→ Problem statement:
The entries follow. Copy every line in which "Nguyễn" appears.

Dataset items
= Beginning of Section =

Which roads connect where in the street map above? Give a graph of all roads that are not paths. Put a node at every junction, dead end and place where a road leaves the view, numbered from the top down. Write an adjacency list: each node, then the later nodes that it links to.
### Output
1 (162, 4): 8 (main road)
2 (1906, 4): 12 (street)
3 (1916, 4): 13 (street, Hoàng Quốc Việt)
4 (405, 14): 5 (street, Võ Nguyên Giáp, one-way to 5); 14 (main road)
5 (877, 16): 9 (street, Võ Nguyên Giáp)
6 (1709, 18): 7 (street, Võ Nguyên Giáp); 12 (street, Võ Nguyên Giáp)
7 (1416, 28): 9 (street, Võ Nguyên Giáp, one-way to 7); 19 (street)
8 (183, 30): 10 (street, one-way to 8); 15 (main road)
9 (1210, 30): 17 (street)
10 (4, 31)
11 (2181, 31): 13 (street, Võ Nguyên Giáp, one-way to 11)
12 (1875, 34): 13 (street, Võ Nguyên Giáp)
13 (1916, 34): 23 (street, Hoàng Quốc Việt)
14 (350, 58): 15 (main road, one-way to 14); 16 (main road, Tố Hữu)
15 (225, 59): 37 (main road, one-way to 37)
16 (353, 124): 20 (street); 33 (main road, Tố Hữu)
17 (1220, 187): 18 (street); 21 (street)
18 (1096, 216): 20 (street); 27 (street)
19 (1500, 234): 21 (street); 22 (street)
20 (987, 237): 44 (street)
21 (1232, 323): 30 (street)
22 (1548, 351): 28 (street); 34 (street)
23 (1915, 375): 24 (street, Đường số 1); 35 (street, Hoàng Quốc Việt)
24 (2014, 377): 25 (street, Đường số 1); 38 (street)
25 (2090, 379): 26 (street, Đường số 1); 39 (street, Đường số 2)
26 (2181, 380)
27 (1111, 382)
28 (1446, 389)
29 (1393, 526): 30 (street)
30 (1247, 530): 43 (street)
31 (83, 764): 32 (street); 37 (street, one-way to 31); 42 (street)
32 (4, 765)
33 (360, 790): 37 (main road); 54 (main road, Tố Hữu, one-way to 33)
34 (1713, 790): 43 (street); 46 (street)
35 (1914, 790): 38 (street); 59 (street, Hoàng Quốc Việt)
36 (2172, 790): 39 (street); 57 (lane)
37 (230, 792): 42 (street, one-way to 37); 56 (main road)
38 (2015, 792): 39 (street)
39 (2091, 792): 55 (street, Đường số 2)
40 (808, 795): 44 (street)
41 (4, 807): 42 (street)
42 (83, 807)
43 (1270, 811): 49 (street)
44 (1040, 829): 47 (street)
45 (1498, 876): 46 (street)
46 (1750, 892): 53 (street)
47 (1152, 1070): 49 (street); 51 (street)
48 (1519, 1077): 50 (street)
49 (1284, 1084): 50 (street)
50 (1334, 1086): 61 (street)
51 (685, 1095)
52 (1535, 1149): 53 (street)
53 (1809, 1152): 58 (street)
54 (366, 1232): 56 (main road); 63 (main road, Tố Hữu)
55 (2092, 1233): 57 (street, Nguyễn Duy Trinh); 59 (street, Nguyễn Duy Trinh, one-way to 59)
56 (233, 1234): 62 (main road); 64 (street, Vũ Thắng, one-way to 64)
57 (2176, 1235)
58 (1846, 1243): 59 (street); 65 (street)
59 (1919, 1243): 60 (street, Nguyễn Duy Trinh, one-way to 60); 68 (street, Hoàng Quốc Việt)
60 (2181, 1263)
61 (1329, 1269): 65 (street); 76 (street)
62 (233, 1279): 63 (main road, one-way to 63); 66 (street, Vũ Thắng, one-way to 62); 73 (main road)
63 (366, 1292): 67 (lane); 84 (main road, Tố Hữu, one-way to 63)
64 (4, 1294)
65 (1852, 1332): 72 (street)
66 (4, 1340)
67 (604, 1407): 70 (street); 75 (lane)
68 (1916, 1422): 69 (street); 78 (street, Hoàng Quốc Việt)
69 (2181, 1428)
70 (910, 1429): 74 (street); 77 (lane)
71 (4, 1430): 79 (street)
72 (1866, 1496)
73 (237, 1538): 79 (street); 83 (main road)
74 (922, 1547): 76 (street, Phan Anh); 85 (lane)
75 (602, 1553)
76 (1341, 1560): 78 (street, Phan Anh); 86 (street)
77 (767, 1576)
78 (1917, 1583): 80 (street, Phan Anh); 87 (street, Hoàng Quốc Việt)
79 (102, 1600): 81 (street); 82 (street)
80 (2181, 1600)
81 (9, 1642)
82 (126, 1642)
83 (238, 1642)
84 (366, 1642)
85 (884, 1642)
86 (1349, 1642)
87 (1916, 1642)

= End of Section =
= Beginning of Section =

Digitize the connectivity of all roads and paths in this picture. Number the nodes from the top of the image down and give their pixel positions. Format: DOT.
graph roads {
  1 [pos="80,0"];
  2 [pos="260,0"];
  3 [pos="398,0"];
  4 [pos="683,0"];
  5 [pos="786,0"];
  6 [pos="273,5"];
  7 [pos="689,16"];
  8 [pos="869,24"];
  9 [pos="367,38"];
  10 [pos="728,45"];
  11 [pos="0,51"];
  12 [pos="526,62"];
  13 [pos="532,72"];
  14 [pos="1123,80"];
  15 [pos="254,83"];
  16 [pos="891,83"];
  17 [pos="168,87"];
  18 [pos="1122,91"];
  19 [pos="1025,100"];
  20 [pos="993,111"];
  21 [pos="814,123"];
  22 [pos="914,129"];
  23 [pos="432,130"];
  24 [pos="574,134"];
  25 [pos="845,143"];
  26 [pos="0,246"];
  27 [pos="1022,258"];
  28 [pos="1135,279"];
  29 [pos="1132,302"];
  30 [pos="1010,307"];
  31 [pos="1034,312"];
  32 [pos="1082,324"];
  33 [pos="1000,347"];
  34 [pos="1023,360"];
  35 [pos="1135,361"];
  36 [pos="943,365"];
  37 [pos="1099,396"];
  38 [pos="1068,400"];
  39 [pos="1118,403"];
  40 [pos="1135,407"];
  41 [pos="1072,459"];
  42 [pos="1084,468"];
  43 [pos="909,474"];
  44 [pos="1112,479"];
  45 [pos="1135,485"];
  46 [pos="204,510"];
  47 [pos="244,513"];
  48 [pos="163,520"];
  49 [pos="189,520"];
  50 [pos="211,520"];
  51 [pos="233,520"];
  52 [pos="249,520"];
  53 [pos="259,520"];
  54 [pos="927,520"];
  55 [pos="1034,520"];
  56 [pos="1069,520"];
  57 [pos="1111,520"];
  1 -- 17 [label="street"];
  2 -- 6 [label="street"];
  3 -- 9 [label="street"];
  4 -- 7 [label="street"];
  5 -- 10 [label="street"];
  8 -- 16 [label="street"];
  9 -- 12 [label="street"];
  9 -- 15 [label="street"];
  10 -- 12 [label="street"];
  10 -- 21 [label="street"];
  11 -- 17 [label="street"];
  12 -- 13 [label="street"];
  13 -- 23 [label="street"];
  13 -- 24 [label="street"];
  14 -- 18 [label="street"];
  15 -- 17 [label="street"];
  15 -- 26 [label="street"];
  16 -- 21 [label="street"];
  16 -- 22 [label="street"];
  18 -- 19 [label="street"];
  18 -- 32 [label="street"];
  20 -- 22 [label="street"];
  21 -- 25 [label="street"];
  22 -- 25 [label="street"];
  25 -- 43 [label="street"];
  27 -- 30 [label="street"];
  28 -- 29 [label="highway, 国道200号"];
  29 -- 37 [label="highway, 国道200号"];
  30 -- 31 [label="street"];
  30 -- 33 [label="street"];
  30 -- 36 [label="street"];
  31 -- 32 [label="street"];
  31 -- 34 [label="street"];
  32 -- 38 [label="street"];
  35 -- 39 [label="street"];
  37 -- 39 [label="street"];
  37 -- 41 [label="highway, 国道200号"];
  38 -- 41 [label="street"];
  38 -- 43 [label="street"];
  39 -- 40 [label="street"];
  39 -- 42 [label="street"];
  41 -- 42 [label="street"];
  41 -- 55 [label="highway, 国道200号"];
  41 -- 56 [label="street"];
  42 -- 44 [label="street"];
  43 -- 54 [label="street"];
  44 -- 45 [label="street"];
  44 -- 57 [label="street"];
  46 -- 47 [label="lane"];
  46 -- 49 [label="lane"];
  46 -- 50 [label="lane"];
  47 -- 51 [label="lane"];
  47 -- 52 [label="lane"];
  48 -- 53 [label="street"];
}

= End of Section =
= Beginning of Section =

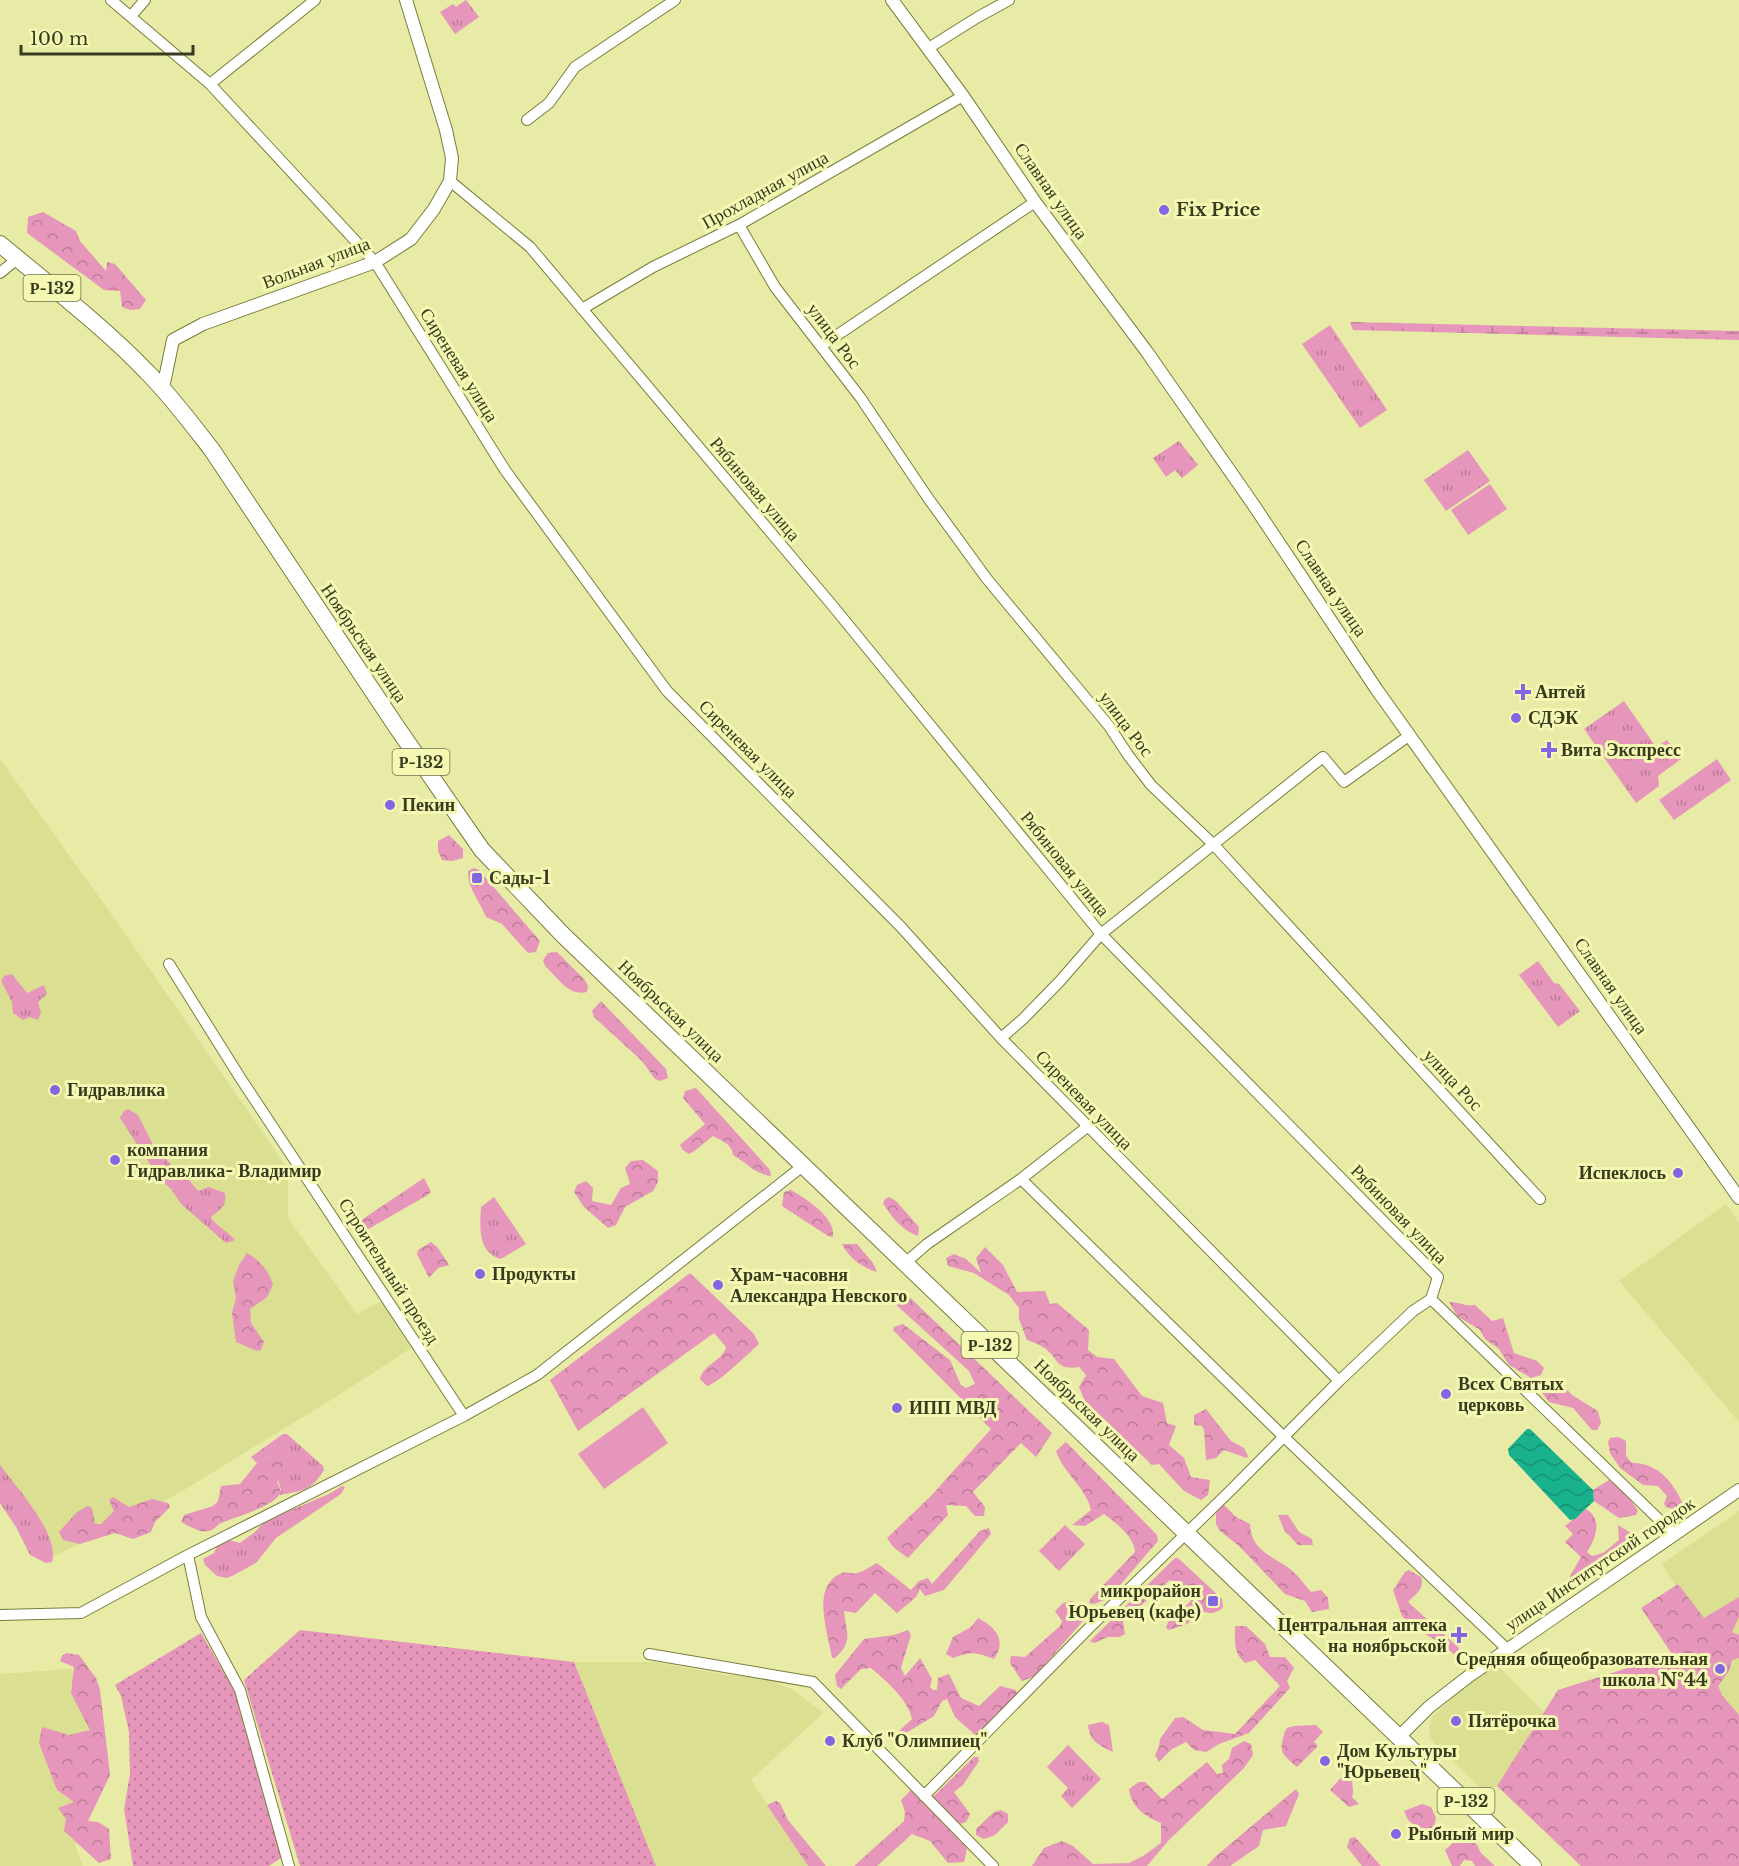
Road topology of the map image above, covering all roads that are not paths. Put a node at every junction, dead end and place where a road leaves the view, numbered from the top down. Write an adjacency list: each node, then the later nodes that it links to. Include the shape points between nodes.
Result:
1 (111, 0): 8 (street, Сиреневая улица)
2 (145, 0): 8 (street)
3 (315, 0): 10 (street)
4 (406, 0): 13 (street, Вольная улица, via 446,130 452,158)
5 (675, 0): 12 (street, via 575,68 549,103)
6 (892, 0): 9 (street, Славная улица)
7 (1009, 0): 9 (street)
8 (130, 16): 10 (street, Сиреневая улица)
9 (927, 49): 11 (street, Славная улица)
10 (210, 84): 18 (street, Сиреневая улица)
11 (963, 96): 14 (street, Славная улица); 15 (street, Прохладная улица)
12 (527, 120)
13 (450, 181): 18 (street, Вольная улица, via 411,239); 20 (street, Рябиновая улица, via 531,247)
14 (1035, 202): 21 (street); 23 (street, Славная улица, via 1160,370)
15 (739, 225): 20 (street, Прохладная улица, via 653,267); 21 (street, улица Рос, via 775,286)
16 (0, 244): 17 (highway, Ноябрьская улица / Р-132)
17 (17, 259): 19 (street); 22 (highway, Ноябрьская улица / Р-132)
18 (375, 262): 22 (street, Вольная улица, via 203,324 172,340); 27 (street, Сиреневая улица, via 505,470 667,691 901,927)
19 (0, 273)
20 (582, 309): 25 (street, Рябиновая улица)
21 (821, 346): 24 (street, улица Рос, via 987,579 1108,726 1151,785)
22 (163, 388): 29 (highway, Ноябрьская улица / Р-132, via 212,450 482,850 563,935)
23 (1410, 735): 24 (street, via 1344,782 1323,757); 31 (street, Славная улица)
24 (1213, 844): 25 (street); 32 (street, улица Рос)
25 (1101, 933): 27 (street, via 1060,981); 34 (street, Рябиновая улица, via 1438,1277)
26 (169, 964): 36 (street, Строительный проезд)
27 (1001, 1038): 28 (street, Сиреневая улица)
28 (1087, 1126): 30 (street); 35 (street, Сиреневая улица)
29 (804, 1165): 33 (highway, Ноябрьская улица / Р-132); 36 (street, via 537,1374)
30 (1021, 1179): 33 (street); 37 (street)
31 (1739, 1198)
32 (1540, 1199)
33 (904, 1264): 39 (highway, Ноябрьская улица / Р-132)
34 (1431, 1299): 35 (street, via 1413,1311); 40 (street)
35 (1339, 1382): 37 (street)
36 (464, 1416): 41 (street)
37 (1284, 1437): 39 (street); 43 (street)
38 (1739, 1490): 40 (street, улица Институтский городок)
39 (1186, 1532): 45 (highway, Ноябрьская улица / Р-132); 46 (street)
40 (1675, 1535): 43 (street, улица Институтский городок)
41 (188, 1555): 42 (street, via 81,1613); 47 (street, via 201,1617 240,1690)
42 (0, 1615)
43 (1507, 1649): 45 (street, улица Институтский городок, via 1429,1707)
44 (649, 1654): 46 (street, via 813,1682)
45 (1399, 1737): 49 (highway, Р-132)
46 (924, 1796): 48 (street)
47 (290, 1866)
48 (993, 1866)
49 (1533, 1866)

= End of Section =

→ Completed task:
55 (2092, 1233): 57 (street, Nguyễn Duy Trinh); 59 (street, Nguyễn Duy Trinh, one-way to 59)
59 (1919, 1243): 60 (street, Nguyễn Duy Trinh, one-way to 60); 68 (street, Hoàng Quốc Việt)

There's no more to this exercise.